Los ojos de Alexia echaban fuego. La mirada de la
Bacall
acobardó a Capellán.
—¡Eres un hijo de puta! ¿Robaste a mi padre?
Miguel trató de explicarse. Le habló de la conversación telefónica que mantuvo con Ávalos la noche en que el viejo maestro de escuela murió. Relató el episodio de las pisadas en la casa y cómo poco después escuchó un ruido al que siguió un espeso silencio. Confesó que condujo hasta Cuenca y que encontró el cadáver de Ávalos al pie de la escalera.
—¿Y lo único que se te ocurrió fue robar una puta novela?
Miguel se sintió enrojecer por primera vez en toda su vida.
—No podía hacer nada por él —intentó defenderse.
—Fuiste tú quien puso patas arriba la casa buscando esa novela, ¿no es así?
—Te juro que no fui yo —respondió Capellán arrastrando las palabras—. Alguien había entrado allí. Buscaban la carta de Gaston, estoy seguro.
—¿Y Ciro? ¿Qué tienes que ver tú con Ciro?
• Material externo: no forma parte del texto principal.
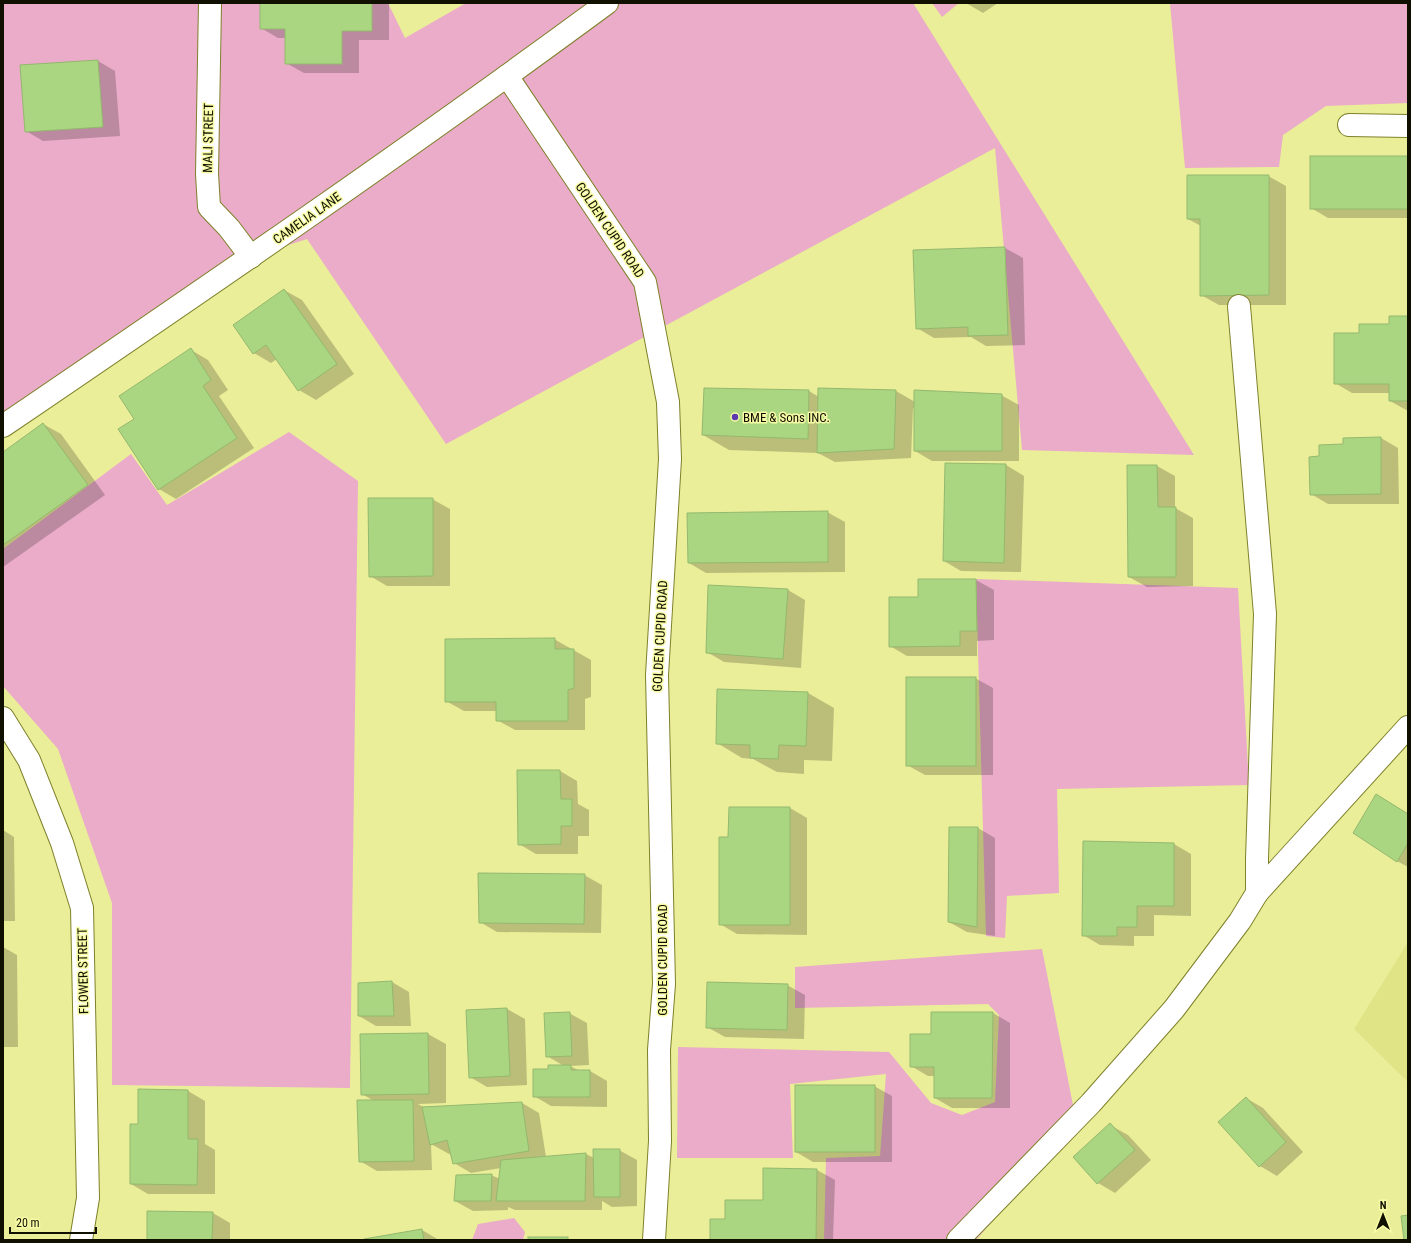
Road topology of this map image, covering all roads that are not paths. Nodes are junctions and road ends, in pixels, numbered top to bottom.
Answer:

—Pero si no tengo ni idea de lo que me hablas —confesó Capellán cada vez más desorientado—. Ciro Caviedes es un personaje de la novela de tu padre. Representa la ortodoxia. Es el tipo sensato, racional, que se burla de quienes, como yo o como tu padre, andamos tras la pista del misterio.
—Ciro Caviedes fue mi novio —insistió Alexia en un tono frío como el hielo—. Mi padre y él discutieron hace muchos años sobre el maldito Julio Verne. Primero, en las páginas de una revista. Ninguno de los dos se conocía, y cruzaron artículos en los que cada uno se burlaba de las posiciones del otro. Después, se conocieron gracias a mí. Ciro y yo rompimos nuestra relación en parte por culpa de mi padre.